> _ASSIGNED TASK_: Could you return all of the entries word for word, minus any pictures?

(DATA Opens)

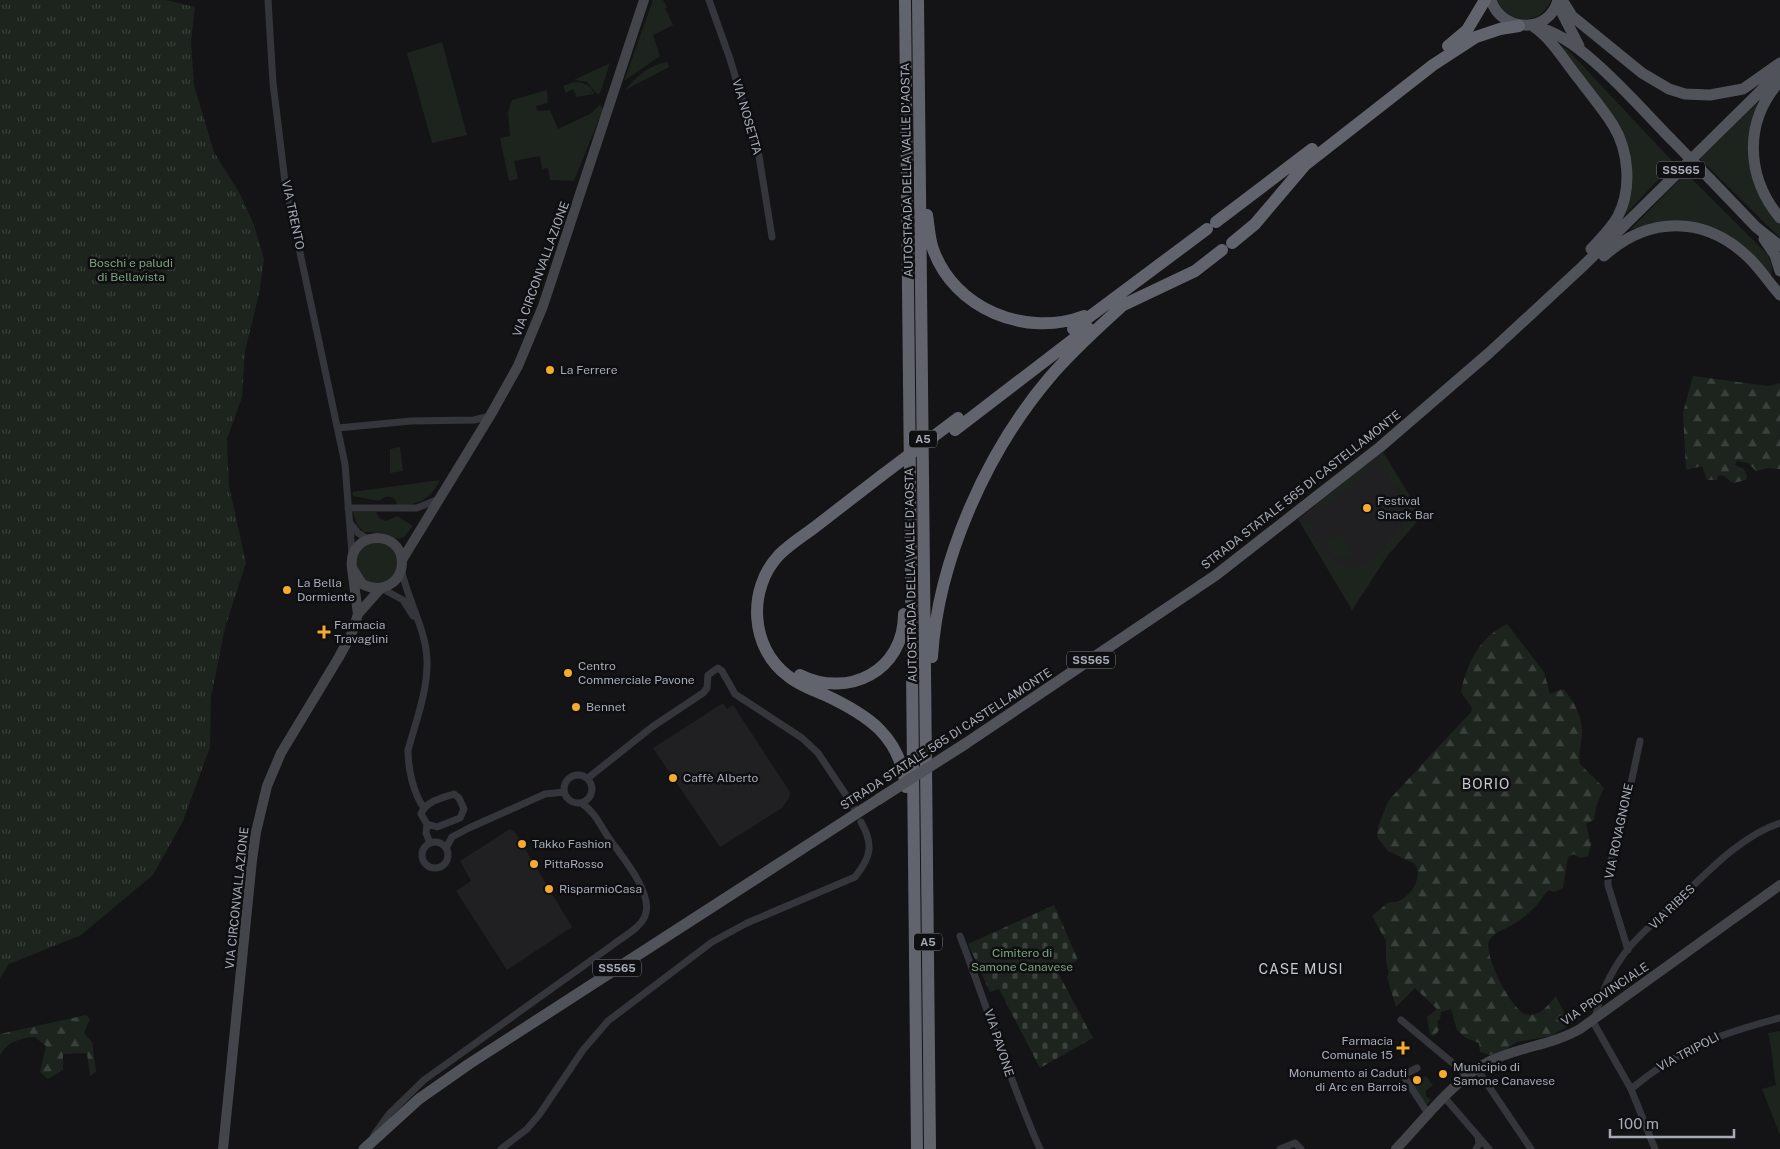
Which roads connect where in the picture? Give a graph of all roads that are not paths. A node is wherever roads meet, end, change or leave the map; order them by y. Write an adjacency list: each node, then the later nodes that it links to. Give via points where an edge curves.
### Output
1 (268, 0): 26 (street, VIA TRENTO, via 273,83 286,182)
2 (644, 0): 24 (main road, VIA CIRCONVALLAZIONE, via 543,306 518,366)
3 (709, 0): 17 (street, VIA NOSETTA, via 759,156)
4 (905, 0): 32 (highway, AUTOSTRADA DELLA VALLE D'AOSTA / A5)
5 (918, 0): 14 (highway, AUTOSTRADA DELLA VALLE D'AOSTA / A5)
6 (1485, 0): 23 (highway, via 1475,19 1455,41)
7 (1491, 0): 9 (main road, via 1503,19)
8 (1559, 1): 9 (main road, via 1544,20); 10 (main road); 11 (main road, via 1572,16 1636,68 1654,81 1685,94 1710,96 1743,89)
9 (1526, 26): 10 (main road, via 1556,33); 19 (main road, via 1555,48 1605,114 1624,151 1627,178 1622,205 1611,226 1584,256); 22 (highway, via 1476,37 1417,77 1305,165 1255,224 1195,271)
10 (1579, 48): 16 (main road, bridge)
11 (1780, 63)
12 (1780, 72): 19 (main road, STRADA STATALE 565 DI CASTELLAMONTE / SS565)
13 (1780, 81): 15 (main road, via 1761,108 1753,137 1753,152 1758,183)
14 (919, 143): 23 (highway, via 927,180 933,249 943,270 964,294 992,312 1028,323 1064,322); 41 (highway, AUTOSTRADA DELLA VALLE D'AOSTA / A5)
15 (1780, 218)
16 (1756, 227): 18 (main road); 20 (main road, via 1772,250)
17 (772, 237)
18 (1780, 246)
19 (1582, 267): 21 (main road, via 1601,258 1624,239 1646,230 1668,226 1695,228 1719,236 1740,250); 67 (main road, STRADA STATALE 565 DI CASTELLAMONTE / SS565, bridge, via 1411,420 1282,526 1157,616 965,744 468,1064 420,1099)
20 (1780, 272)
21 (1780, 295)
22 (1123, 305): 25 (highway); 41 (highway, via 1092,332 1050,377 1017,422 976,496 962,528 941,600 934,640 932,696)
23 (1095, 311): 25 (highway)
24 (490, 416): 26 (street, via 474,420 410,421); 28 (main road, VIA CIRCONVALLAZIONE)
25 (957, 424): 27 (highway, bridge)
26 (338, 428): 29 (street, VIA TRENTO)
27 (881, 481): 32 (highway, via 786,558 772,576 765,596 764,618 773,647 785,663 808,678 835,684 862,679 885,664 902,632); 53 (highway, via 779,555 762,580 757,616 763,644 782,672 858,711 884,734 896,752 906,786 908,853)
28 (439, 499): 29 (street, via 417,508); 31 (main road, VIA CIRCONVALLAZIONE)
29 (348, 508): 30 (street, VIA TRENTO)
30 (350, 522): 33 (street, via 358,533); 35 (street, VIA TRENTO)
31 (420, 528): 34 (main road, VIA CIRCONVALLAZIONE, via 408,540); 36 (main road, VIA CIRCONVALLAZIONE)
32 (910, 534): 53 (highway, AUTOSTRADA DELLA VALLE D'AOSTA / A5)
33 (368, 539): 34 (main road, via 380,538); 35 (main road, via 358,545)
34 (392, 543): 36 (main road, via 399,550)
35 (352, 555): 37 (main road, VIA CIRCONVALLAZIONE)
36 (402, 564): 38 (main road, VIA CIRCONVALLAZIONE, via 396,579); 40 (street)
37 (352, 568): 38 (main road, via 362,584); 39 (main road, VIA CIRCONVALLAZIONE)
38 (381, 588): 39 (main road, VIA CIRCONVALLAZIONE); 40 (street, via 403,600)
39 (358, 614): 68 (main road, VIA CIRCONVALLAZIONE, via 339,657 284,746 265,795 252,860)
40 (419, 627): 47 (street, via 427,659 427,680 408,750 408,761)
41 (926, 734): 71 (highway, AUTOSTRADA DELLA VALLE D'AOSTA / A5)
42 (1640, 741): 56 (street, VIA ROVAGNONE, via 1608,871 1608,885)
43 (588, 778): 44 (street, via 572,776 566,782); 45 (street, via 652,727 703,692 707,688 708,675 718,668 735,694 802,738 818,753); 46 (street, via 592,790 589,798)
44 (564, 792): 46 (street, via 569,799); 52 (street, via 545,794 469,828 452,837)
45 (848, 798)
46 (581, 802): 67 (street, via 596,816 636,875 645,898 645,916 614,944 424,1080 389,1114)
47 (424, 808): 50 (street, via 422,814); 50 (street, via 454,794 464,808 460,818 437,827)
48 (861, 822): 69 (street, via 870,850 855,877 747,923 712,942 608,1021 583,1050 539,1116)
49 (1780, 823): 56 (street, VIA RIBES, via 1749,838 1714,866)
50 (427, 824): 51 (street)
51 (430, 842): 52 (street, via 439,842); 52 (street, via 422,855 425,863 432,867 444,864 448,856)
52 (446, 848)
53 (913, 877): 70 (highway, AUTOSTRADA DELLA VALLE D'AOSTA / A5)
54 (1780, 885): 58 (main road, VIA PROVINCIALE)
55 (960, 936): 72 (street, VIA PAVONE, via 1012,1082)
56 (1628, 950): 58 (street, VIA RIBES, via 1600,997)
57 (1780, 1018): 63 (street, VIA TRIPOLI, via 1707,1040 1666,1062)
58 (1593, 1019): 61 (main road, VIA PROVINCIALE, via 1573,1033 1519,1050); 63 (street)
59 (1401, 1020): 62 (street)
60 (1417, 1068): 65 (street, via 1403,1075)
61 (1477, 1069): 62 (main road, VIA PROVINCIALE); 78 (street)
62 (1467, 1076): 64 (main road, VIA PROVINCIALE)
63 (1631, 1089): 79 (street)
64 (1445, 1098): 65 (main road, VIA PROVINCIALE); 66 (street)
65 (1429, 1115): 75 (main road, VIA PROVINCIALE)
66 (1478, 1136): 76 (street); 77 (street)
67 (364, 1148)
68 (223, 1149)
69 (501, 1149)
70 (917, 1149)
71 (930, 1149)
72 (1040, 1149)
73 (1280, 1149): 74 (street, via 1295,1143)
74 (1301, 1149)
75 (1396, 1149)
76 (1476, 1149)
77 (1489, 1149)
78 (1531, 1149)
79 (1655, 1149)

(DATA Closes)

> _EXPECTED ANSWER_:
Which roads connect where in the picture? Give a graph of all roads that are not paths. A node is wherever roads meet, end, change or leave the map; order them by y. Write an adjacency list: each node, then the later nodes that it links to. Give via points where an edge curves.
### Output
1 (268, 0): 26 (street, VIA TRENTO, via 273,83 286,182)
2 (644, 0): 24 (main road, VIA CIRCONVALLAZIONE, via 543,306 518,366)
3 (709, 0): 17 (street, VIA NOSETTA, via 759,156)
4 (905, 0): 32 (highway, AUTOSTRADA DELLA VALLE D'AOSTA / A5)
5 (918, 0): 14 (highway, AUTOSTRADA DELLA VALLE D'AOSTA / A5)
6 (1485, 0): 23 (highway, via 1475,19 1455,41)
7 (1491, 0): 9 (main road, via 1503,19)
8 (1559, 1): 9 (main road, via 1544,20); 10 (main road); 11 (main road, via 1572,16 1636,68 1654,81 1685,94 1710,96 1743,89)
9 (1526, 26): 10 (main road, via 1556,33); 19 (main road, via 1555,48 1605,114 1624,151 1627,178 1622,205 1611,226 1584,256); 22 (highway, via 1476,37 1417,77 1305,165 1255,224 1195,271)
10 (1579, 48): 16 (main road, bridge)
11 (1780, 63)
12 (1780, 72): 19 (main road, STRADA STATALE 565 DI CASTELLAMONTE / SS565)
13 (1780, 81): 15 (main road, via 1761,108 1753,137 1753,152 1758,183)
14 (919, 143): 23 (highway, via 927,180 933,249 943,270 964,294 992,312 1028,323 1064,322); 41 (highway, AUTOSTRADA DELLA VALLE D'AOSTA / A5)
15 (1780, 218)
16 (1756, 227): 18 (main road); 20 (main road, via 1772,250)
17 (772, 237)
18 (1780, 246)
19 (1582, 267): 21 (main road, via 1601,258 1624,239 1646,230 1668,226 1695,228 1719,236 1740,250); 67 (main road, STRADA STATALE 565 DI CASTELLAMONTE / SS565, bridge, via 1411,420 1282,526 1157,616 965,744 468,1064 420,1099)
20 (1780, 272)
21 (1780, 295)
22 (1123, 305): 25 (highway); 41 (highway, via 1092,332 1050,377 1017,422 976,496 962,528 941,600 934,640 932,696)
23 (1095, 311): 25 (highway)
24 (490, 416): 26 (street, via 474,420 410,421); 28 (main road, VIA CIRCONVALLAZIONE)
25 (957, 424): 27 (highway, bridge)
26 (338, 428): 29 (street, VIA TRENTO)
27 (881, 481): 32 (highway, via 786,558 772,576 765,596 764,618 773,647 785,663 808,678 835,684 862,679 885,664 902,632); 53 (highway, via 779,555 762,580 757,616 763,644 782,672 858,711 884,734 896,752 906,786 908,853)
28 (439, 499): 29 (street, via 417,508); 31 (main road, VIA CIRCONVALLAZIONE)
29 (348, 508): 30 (street, VIA TRENTO)
30 (350, 522): 33 (street, via 358,533); 35 (street, VIA TRENTO)
31 (420, 528): 34 (main road, VIA CIRCONVALLAZIONE, via 408,540); 36 (main road, VIA CIRCONVALLAZIONE)
32 (910, 534): 53 (highway, AUTOSTRADA DELLA VALLE D'AOSTA / A5)
33 (368, 539): 34 (main road, via 380,538); 35 (main road, via 358,545)
34 (392, 543): 36 (main road, via 399,550)
35 (352, 555): 37 (main road, VIA CIRCONVALLAZIONE)
36 (402, 564): 38 (main road, VIA CIRCONVALLAZIONE, via 396,579); 40 (street)
37 (352, 568): 38 (main road, via 362,584); 39 (main road, VIA CIRCONVALLAZIONE)
38 (381, 588): 39 (main road, VIA CIRCONVALLAZIONE); 40 (street, via 403,600)
39 (358, 614): 68 (main road, VIA CIRCONVALLAZIONE, via 339,657 284,746 265,795 252,860)
40 (419, 627): 47 (street, via 427,659 427,680 408,750 408,761)
41 (926, 734): 71 (highway, AUTOSTRADA DELLA VALLE D'AOSTA / A5)
42 (1640, 741): 56 (street, VIA ROVAGNONE, via 1608,871 1608,885)
43 (588, 778): 44 (street, via 572,776 566,782); 45 (street, via 652,727 703,692 707,688 708,675 718,668 735,694 802,738 818,753); 46 (street, via 592,790 589,798)
44 (564, 792): 46 (street, via 569,799); 52 (street, via 545,794 469,828 452,837)
45 (848, 798)
46 (581, 802): 67 (street, via 596,816 636,875 645,898 645,916 614,944 424,1080 389,1114)
47 (424, 808): 50 (street, via 422,814); 50 (street, via 454,794 464,808 460,818 437,827)
48 (861, 822): 69 (street, via 870,850 855,877 747,923 712,942 608,1021 583,1050 539,1116)
49 (1780, 823): 56 (street, VIA RIBES, via 1749,838 1714,866)
50 (427, 824): 51 (street)
51 (430, 842): 52 (street, via 439,842); 52 (street, via 422,855 425,863 432,867 444,864 448,856)
52 (446, 848)
53 (913, 877): 70 (highway, AUTOSTRADA DELLA VALLE D'AOSTA / A5)
54 (1780, 885): 58 (main road, VIA PROVINCIALE)
55 (960, 936): 72 (street, VIA PAVONE, via 1012,1082)
56 (1628, 950): 58 (street, VIA RIBES, via 1600,997)
57 (1780, 1018): 63 (street, VIA TRIPOLI, via 1707,1040 1666,1062)
58 (1593, 1019): 61 (main road, VIA PROVINCIALE, via 1573,1033 1519,1050); 63 (street)
59 (1401, 1020): 62 (street)
60 (1417, 1068): 65 (street, via 1403,1075)
61 (1477, 1069): 62 (main road, VIA PROVINCIALE); 78 (street)
62 (1467, 1076): 64 (main road, VIA PROVINCIALE)
63 (1631, 1089): 79 (street)
64 (1445, 1098): 65 (main road, VIA PROVINCIALE); 66 (street)
65 (1429, 1115): 75 (main road, VIA PROVINCIALE)
66 (1478, 1136): 76 (street); 77 (street)
67 (364, 1148)
68 (223, 1149)
69 (501, 1149)
70 (917, 1149)
71 (930, 1149)
72 (1040, 1149)
73 (1280, 1149): 74 (street, via 1295,1143)
74 (1301, 1149)
75 (1396, 1149)
76 (1476, 1149)
77 (1489, 1149)
78 (1531, 1149)
79 (1655, 1149)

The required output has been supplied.